=== DATA SHOWN ===

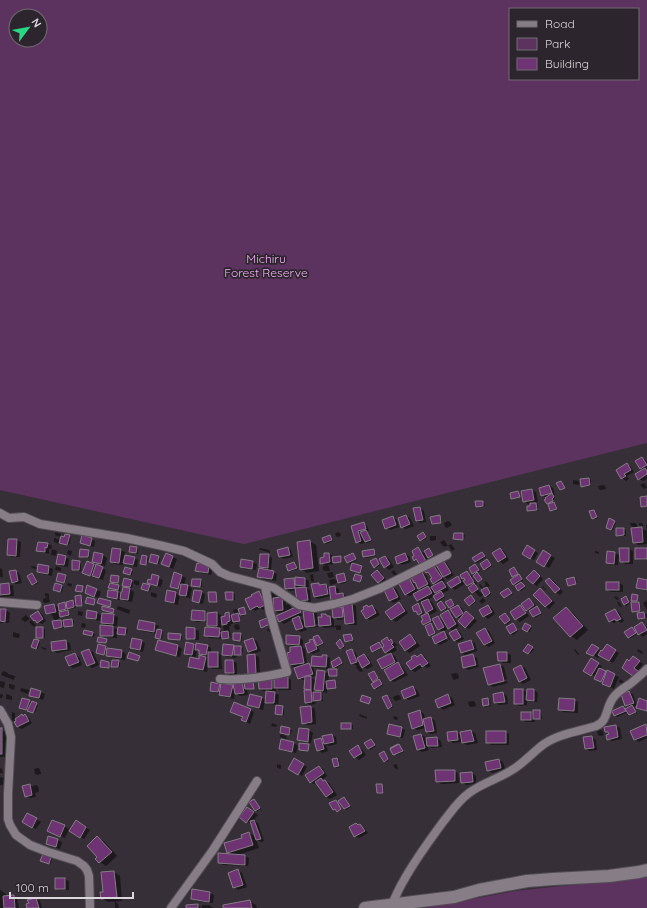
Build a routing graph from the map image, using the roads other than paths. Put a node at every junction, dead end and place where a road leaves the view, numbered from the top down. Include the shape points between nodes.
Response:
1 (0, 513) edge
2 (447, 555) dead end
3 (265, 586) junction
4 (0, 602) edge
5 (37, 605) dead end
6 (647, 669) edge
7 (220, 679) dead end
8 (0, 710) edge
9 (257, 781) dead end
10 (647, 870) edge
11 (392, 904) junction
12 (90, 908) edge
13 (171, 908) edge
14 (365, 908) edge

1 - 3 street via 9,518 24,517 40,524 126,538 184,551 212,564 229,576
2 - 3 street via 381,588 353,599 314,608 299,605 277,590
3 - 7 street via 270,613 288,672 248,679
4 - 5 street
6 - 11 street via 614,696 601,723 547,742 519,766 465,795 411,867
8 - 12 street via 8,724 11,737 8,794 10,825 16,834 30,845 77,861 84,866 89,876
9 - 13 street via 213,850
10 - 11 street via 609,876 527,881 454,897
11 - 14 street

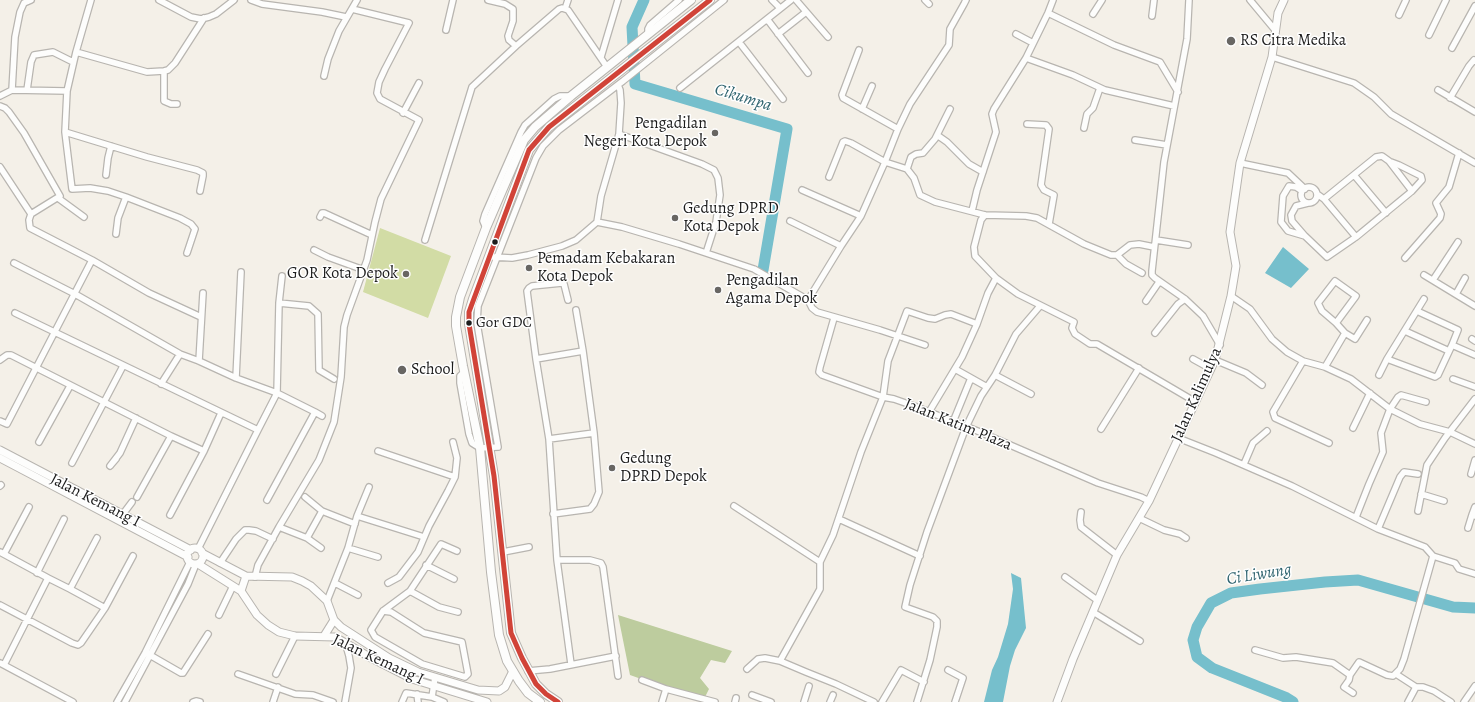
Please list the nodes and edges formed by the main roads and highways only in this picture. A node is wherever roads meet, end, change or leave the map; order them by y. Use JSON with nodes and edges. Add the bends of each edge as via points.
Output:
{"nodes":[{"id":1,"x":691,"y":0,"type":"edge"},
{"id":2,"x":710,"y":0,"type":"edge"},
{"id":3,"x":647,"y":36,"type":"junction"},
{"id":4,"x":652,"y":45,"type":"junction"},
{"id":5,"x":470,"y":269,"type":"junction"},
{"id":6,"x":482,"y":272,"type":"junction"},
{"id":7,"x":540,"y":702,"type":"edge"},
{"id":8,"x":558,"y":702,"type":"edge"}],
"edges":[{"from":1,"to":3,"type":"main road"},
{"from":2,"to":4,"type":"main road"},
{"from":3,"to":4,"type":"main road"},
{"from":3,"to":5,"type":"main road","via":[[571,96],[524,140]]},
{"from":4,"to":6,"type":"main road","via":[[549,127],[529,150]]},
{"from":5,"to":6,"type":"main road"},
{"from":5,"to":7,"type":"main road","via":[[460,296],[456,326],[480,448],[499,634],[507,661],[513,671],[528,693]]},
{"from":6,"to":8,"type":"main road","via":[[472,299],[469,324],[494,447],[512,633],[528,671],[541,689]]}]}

===

ABOUT THIS TASK => Find and copy every line in the entries above where the string "points" occurs.

RESPONSE TO THE EXERCISE =>
Build a routing graph from the map image, using the roads other than paths. Put a node at every junction, dead end and place where a road leaves the view, numbered from the top down. Include the shape points between nodes.
Please list the nodes and edges formed by the main roads and highways only in this picture. A node is wherever roads meet, end, change or leave the map; order them by y. Use JSON with nodes and edges. Add the bends of each edge as via points.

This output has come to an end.